Dataset section start

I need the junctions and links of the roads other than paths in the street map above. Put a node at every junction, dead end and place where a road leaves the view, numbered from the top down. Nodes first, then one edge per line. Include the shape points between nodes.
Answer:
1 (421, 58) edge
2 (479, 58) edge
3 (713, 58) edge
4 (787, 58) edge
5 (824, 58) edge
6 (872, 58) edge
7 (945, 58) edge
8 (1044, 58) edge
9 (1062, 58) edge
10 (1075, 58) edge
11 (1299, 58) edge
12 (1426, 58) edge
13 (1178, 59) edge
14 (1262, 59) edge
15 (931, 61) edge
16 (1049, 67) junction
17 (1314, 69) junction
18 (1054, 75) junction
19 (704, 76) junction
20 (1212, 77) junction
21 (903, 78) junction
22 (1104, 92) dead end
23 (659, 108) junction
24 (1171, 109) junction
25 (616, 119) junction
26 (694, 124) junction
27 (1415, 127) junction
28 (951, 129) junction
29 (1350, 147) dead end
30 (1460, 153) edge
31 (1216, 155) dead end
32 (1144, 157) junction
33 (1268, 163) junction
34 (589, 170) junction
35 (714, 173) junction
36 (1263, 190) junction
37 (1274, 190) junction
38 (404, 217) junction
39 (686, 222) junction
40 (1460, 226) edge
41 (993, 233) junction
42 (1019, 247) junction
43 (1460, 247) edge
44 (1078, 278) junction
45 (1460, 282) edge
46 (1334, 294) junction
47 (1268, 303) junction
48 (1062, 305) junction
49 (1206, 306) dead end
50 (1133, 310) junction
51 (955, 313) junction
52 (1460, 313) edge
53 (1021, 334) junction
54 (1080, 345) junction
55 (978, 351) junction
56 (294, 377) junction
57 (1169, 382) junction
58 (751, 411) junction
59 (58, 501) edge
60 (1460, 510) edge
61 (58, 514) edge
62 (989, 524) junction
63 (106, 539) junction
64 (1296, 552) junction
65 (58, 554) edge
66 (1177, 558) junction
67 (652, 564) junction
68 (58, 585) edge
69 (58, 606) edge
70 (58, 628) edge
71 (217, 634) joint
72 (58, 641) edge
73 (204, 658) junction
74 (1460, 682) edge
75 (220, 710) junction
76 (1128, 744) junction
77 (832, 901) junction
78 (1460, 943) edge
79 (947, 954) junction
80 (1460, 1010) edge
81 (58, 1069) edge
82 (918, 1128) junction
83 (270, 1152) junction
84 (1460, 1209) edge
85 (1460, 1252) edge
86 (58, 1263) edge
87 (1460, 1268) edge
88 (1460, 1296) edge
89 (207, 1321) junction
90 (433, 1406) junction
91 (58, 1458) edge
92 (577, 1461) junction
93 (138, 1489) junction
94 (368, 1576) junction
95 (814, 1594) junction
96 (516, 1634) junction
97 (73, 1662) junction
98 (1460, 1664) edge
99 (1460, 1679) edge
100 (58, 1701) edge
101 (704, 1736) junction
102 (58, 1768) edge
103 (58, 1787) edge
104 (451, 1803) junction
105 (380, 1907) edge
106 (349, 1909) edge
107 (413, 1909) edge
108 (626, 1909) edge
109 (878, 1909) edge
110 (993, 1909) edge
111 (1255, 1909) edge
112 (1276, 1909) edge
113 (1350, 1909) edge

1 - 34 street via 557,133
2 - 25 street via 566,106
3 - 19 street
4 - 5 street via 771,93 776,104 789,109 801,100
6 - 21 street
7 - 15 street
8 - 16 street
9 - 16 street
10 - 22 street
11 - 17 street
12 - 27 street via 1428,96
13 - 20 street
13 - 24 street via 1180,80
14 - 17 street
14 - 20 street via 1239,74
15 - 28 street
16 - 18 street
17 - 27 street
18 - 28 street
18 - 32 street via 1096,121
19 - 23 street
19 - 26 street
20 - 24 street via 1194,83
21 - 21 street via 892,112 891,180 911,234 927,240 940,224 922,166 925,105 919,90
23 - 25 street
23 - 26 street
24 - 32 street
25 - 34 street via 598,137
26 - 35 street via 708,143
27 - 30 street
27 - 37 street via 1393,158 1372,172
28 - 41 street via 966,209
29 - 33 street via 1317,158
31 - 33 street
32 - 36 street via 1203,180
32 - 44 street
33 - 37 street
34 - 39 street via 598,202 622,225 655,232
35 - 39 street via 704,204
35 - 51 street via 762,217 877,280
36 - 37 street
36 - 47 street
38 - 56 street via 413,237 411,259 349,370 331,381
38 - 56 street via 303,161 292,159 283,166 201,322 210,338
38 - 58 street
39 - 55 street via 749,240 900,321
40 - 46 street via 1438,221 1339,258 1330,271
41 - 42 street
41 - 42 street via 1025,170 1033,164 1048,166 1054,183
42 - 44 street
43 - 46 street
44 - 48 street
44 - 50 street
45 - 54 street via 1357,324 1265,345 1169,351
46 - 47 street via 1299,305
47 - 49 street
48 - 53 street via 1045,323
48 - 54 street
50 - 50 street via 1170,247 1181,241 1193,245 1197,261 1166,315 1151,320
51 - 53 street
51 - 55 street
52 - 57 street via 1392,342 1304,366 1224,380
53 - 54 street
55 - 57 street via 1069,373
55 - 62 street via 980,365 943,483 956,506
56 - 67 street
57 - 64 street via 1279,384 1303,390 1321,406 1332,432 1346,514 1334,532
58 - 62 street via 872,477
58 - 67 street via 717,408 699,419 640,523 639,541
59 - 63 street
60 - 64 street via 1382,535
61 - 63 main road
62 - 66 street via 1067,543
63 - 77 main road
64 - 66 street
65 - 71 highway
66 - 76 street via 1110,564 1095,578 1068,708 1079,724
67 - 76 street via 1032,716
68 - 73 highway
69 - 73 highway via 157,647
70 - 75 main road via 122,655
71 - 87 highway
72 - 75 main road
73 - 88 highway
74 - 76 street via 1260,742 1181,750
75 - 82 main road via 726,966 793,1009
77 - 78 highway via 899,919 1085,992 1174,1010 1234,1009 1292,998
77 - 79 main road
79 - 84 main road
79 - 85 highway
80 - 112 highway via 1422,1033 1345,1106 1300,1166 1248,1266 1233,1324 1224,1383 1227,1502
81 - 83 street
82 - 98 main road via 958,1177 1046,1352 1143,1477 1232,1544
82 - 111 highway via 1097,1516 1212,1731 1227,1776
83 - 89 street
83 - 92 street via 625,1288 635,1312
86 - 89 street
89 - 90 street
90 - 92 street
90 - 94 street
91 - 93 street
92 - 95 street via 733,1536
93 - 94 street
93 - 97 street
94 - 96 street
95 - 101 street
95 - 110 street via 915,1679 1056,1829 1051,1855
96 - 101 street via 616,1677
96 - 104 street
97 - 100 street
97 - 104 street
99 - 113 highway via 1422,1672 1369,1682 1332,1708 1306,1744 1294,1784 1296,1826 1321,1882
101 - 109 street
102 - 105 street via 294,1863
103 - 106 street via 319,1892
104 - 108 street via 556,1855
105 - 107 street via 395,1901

Dataset section end

Problem statement
Look over the entries above. Copy every line that contains the word "main".

Written reply
61 - 63 main road
63 - 77 main road
70 - 75 main road via 122,655
72 - 75 main road
75 - 82 main road via 726,966 793,1009
77 - 79 main road
79 - 84 main road
82 - 98 main road via 958,1177 1046,1352 1143,1477 1232,1544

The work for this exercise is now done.